Developmental Neurobiology
- Discipline: Neural development
- Language: English
- Edited by: Bin Chen, Song-Hai Shi, Andreas Prokop

Publication details
- Former name(s): Journal of Neurobiology
- History: 1969-present
- Publisher: Wiley-Blackwell
- Frequency: Monthly
- Open access: Delayed, after 12 months
- Impact factor: 3.935 (2019)

Standard abbreviations
- ISO 4: Dev. Neurobiol.

Indexing
- CODEN: DNEEAM
- ISSN: 1932-8451 (print) 1932-846X (web)
- LCCN: 2006215056
- OCLC no.: 858833906

Links
- Journal homepage; Online access; Online archive;

= Developmental Neurobiology =

Developmental Neurobiology is a monthly peer-reviewed scientific journal covering all aspects of neural development. It was established in 1969 as Journal of Neurobiology, covering all of neuroscience, but when the scope become more specialized, it obtained its current name in 2007. The journal is published by Wiley-Blackwell. The editor-in-chief is Bin Chen (University of California, Santa Cruz) and the associate editors are Song-Hai Shi (Tsinghua University, Beijing, China) and Andreas Prokop (University of Manchester).
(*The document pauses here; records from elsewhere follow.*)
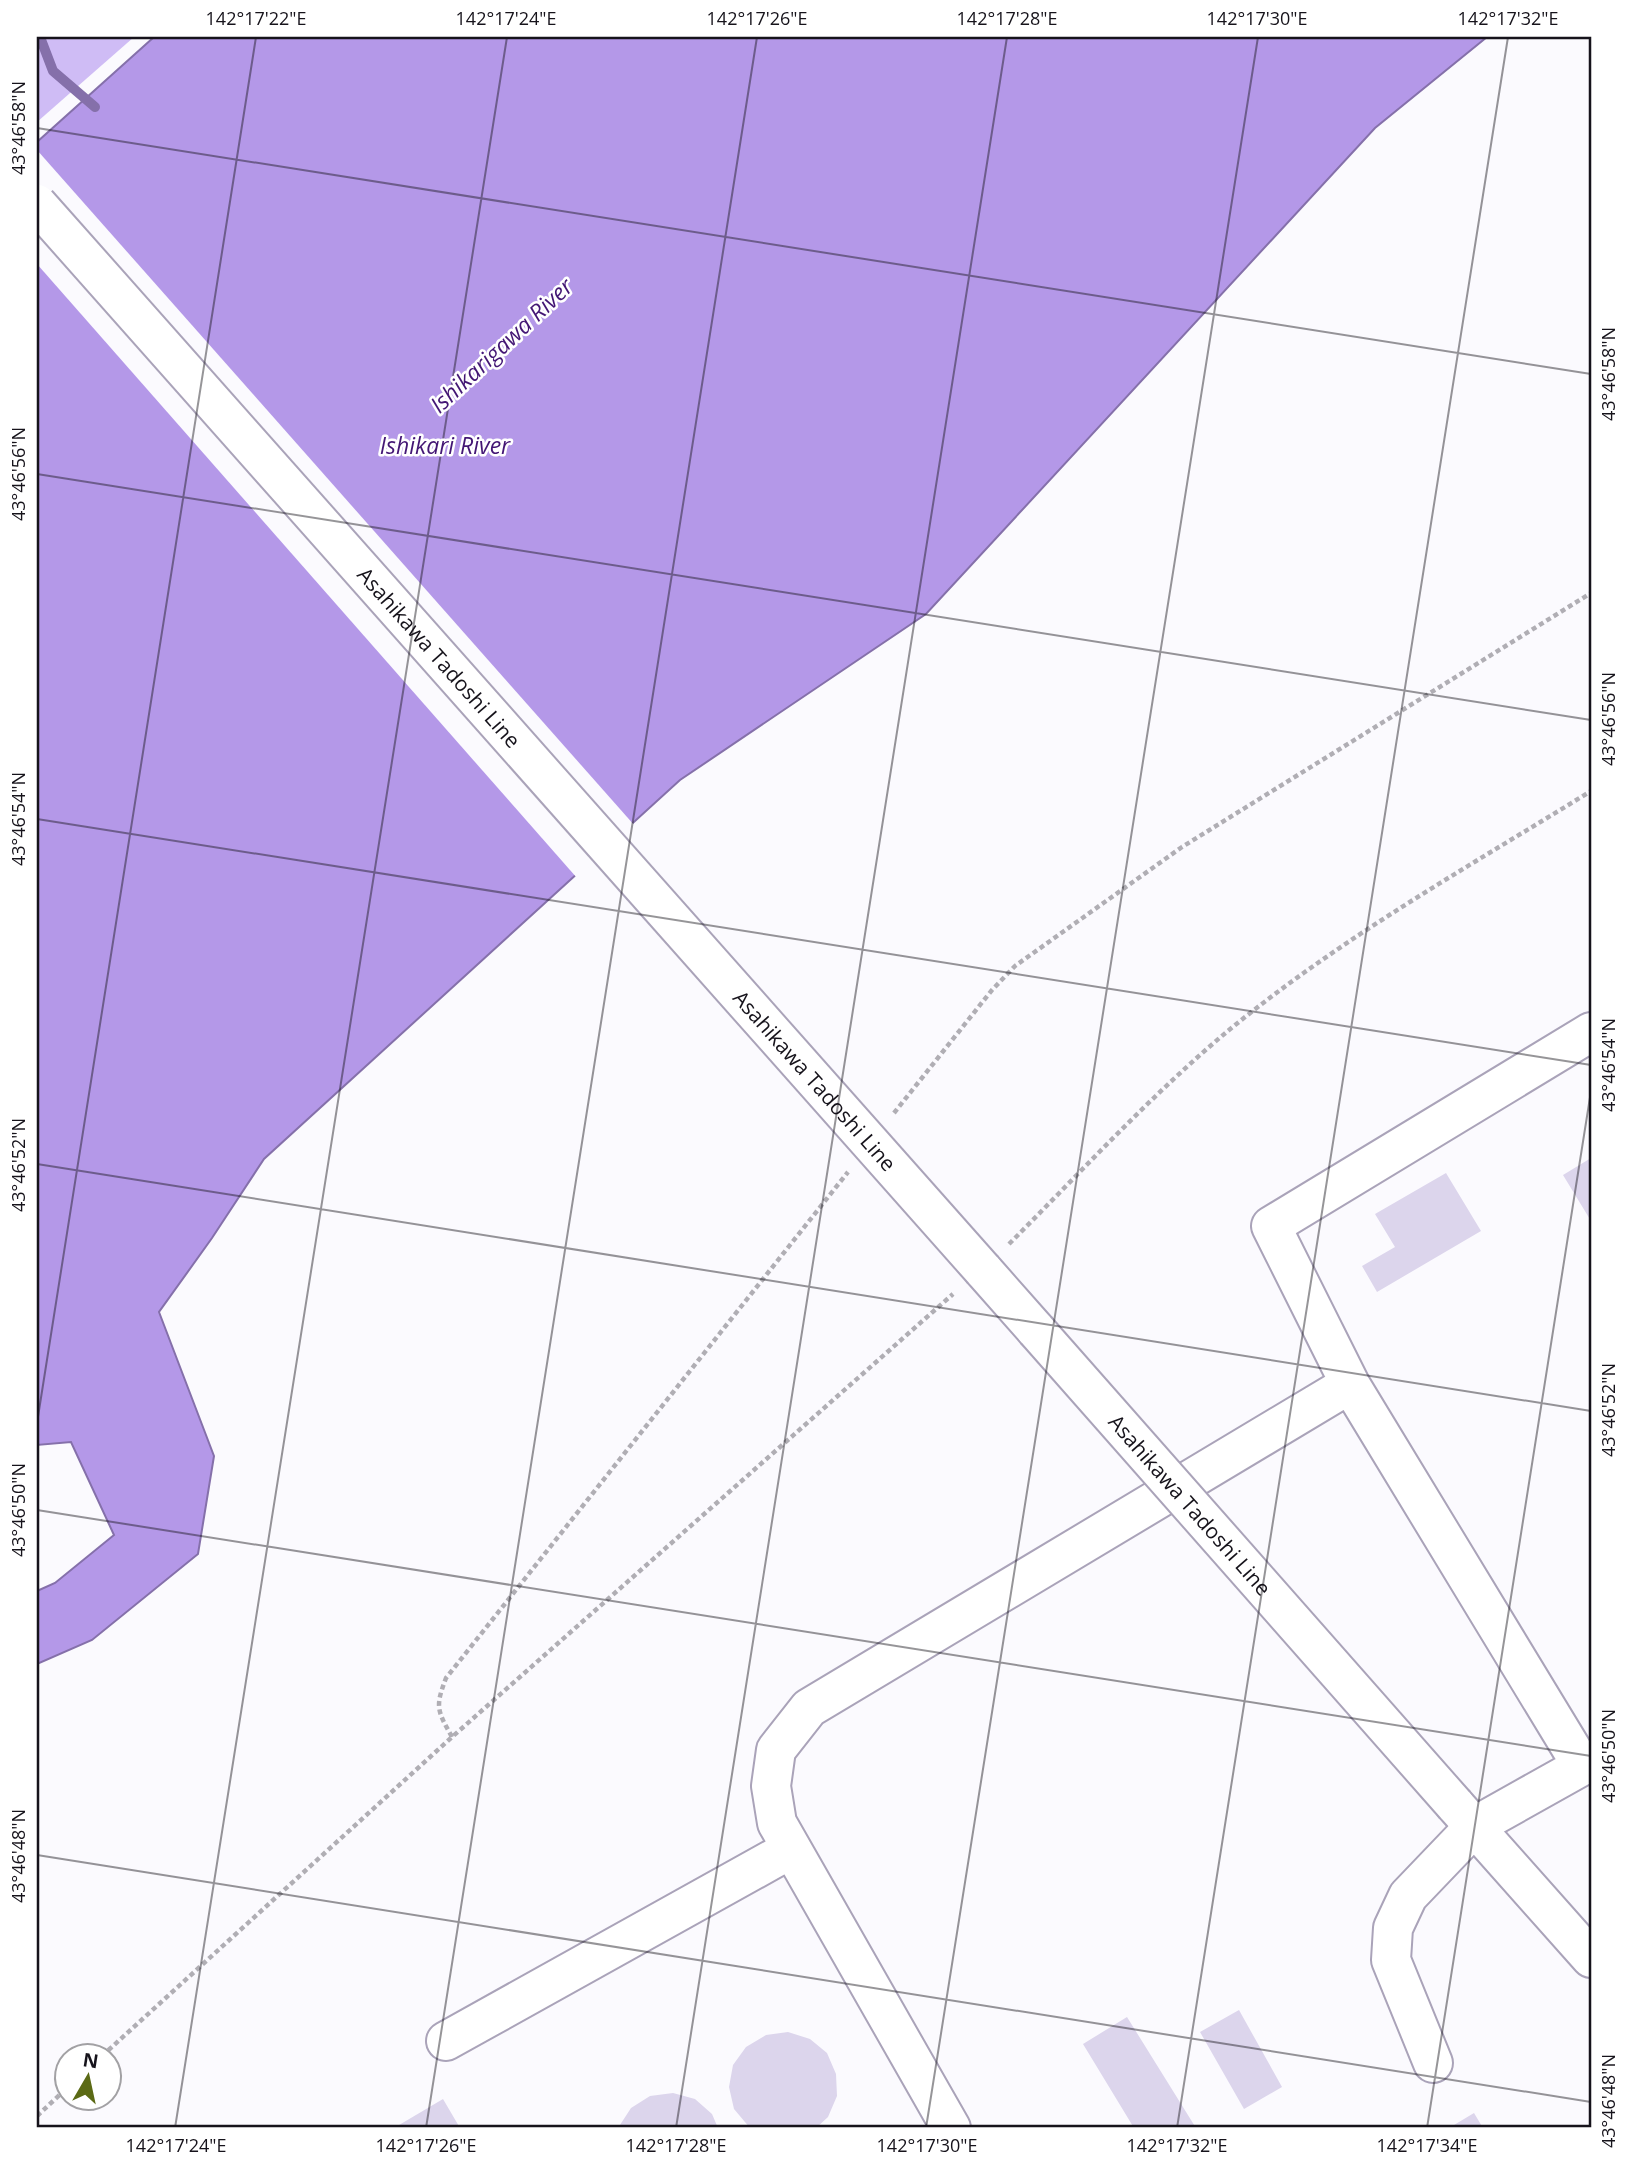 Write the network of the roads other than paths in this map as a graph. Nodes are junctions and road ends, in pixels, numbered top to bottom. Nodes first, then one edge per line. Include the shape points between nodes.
1 (37, 204) edge
2 (1591, 1032) edge
3 (1350, 1384) junction
4 (1587, 1763) edge
5 (1465, 1816) junction
6 (790, 1849) junction
7 (1591, 1958) edge
8 (446, 2042) dead end
9 (1433, 2063) dead end
10 (951, 2128) edge

1 - 5 main road, Asahikawa Tadoshi Line, bridge
2 - 3 main road via 1271,1226
3 - 4 main road
3 - 6 main road via 809,1708 776,1750 774,1762 771,1786 776,1823
4 - 5 main road
5 - 7 main road, Asahikawa Tadoshi Line
5 - 9 main road via 1408,1896 1393,1928 1391,1960
6 - 8 main road
6 - 10 main road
== Abstracting and indexing ==
The journals is abstracted and indexed in:

- Biological Abstracts
- BIOSIS Previews
- CAB Abstracts
- CABDirect
- Chemical Abstracts Service
- Current Contents/Life Sciences
- EMBASE
- Global Health
- Index Medicus/MEDLINE/PubMed
- Index Veterinarius
- PsycINFO/Psychological Abstracts
- Science Citation Index
- Scopus
- The Zoological Record

According to the Journal Citation Reports, the journal has a 2019 impact factor of 3.935.